脊髄が損傷し、勃起に関わる神経が損傷しているからです。
<脊髄損傷患者による性機能障害の頻度>
- 勃起が可能 62%
- 性交渉可能な硬度、持続力のある勃起が可能 25%
- 射精が可能 15%
引用)脊髄損傷患者のための社会参加ガイドブック Toghther 10
男性脊髄損傷患者の62%が「勃起を認める」と回答しました。
しかし、勃起を「硬く」「長く」持続させ、射精させることは極めて困難です。
「射精が可能」と回答した割合は、わずか15%でした。
心因性勃起と反射性勃起
勃起には大きく分けて、①心因性勃起、②反射性勃起の2種類あります。
①心因性勃起
心因性勃起とは、視覚、聴覚、触覚などの情報から脳(視床下部)が性的興奮を認識すると、勃起神経を通じて陰茎に信号を送り、その信号で陰茎が勃起する現象です。
手で陰茎に刺激を加えなくても、性的な妄想やAVの視聴で勃起する現象は、心因性勃起です。

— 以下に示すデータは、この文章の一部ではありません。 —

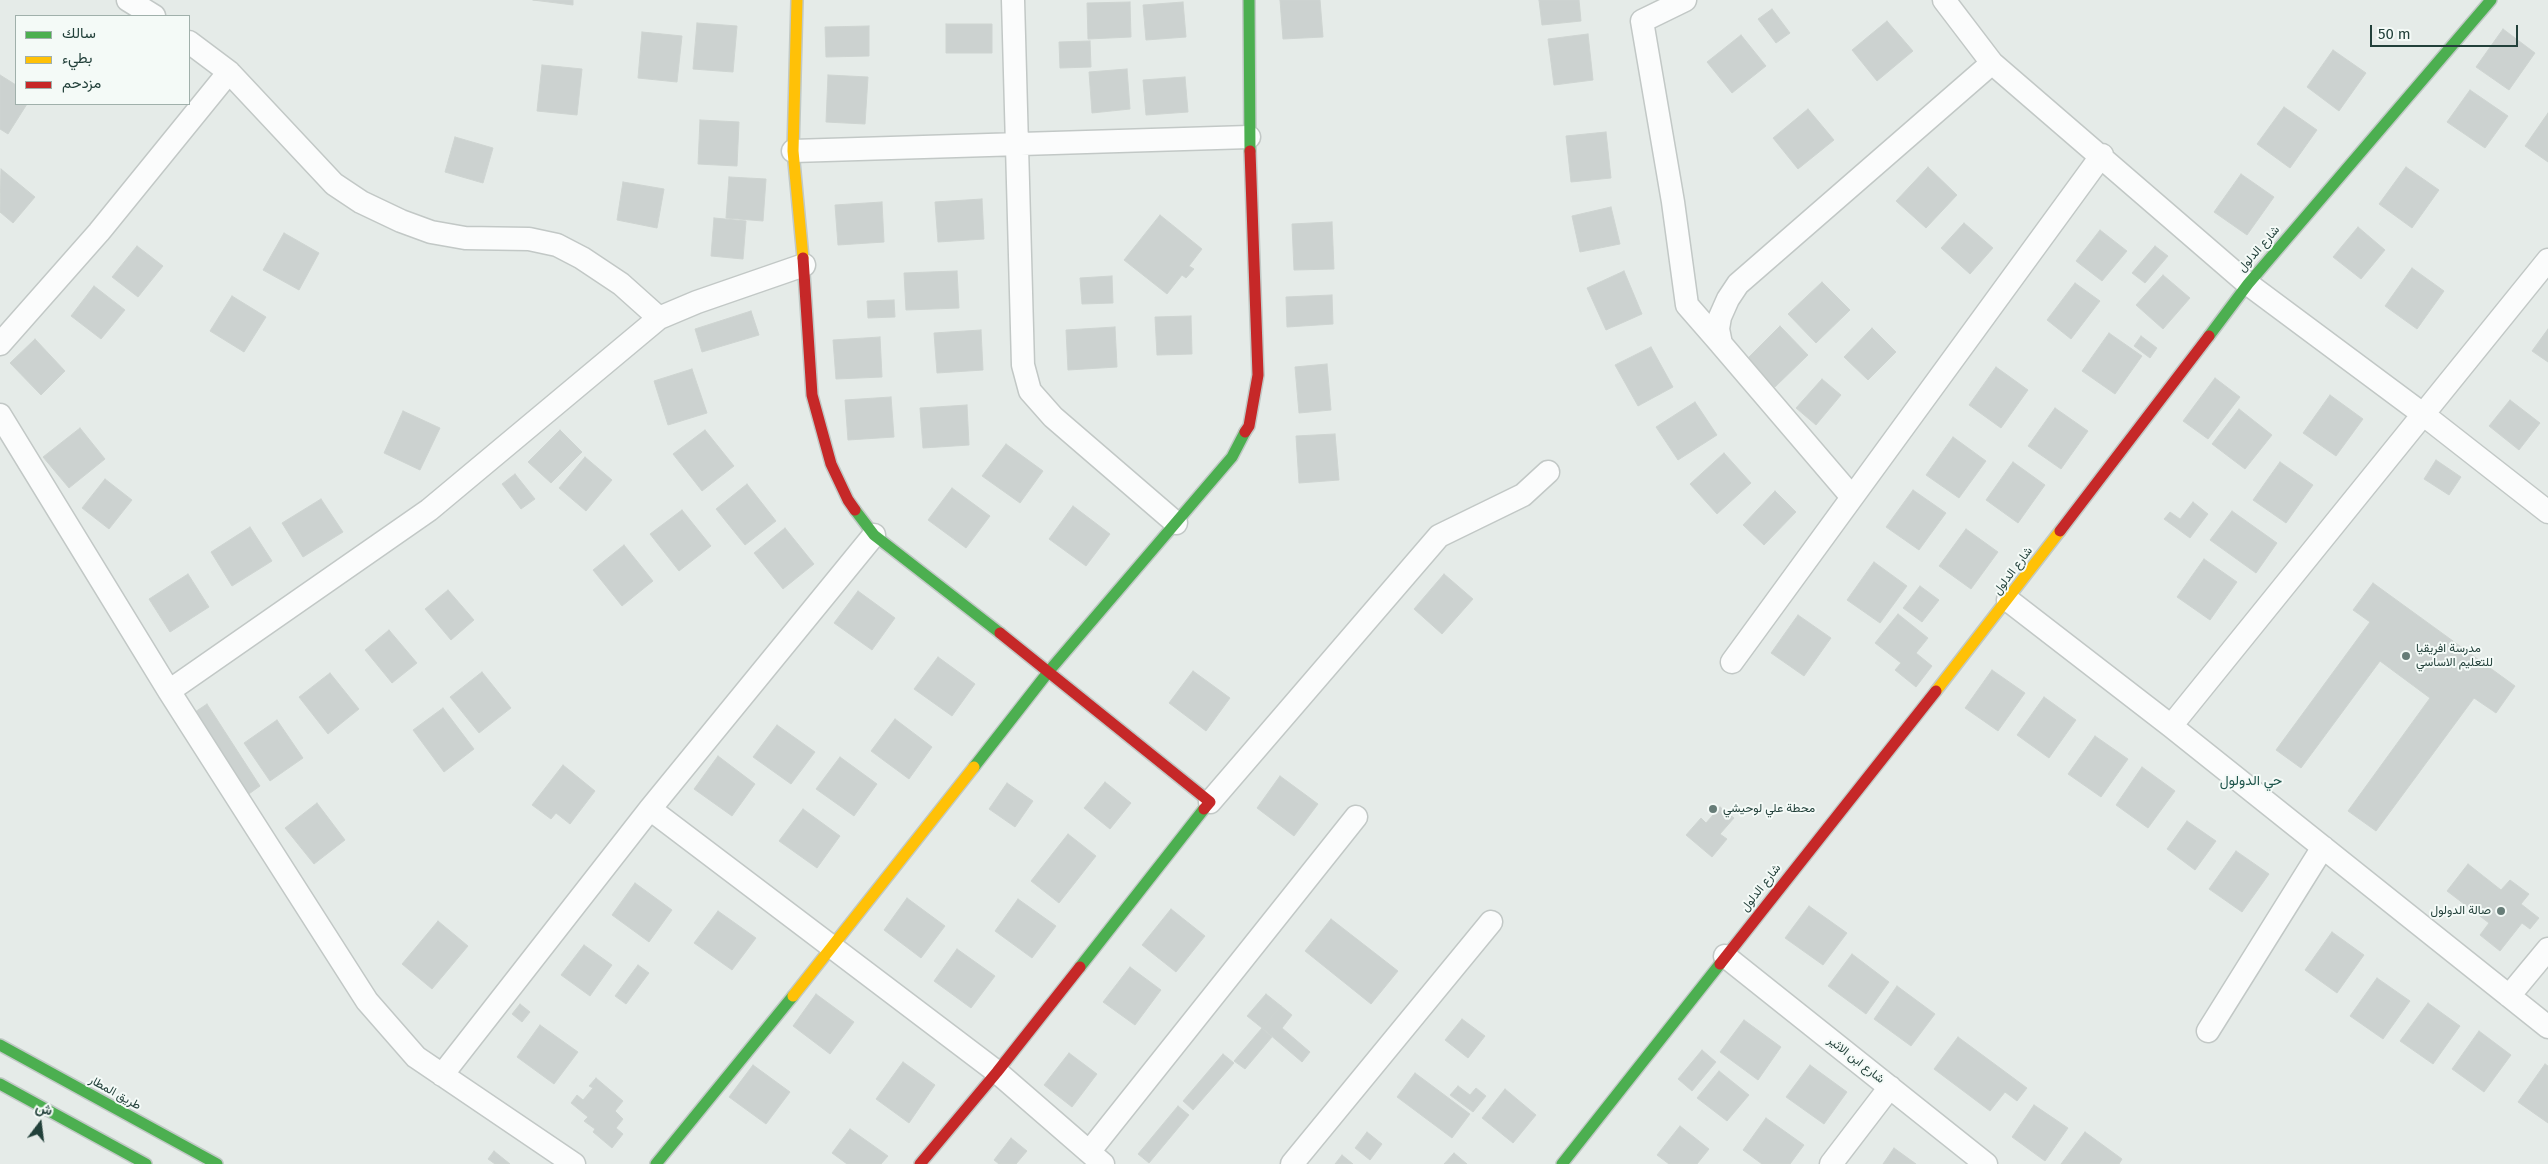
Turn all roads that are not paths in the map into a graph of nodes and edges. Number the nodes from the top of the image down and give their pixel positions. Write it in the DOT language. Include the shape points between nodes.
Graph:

信号を受けた陰茎が勃起するメカニズムはコチラで解説しています。
>>勃起のメカニズム
脊髄損傷により、心因性勃起障害は高頻度で生じます。
脊髄が損傷することで、脳(視床下部)から陰茎に信号が伝わりにくくなるからです。
<心因性勃起が「まったくない」「ほとんどない」と回答した割合>
- 完全麻痺の方 80%
- 不完全麻痺の方 48%
- 完全麻痺:損傷部位の運動機能が完全に消失し、感覚も消失している状態
- 不完全麻痺:損傷部位の運動機能や感覚が、完全には失っていない状態
<損傷レベルごとの心因性勃起障害の割合>
- 頸髄(C) 83%
- 上部胸髄(Th1〜6) 90%
- 下部胸髄(Th7〜12) 73%
- 腰髄(L) 75%
※完全麻痺で、心因性勃起が「まったくない」「ほとんどない」と回答した割合
損傷レベルで心因性勃起障害の頻度に差がありますが、脊髄損傷は高確率で心因性勃起障害を引き起こします。
②反射性勃起
反射性勃起とは、陰茎などの直接刺激に対して、反射的に勃起する現象をいいます。
心因性勃起では、脳(視床下部)からの信号で勃起しますが、反射性勃起では、脳は関与しません。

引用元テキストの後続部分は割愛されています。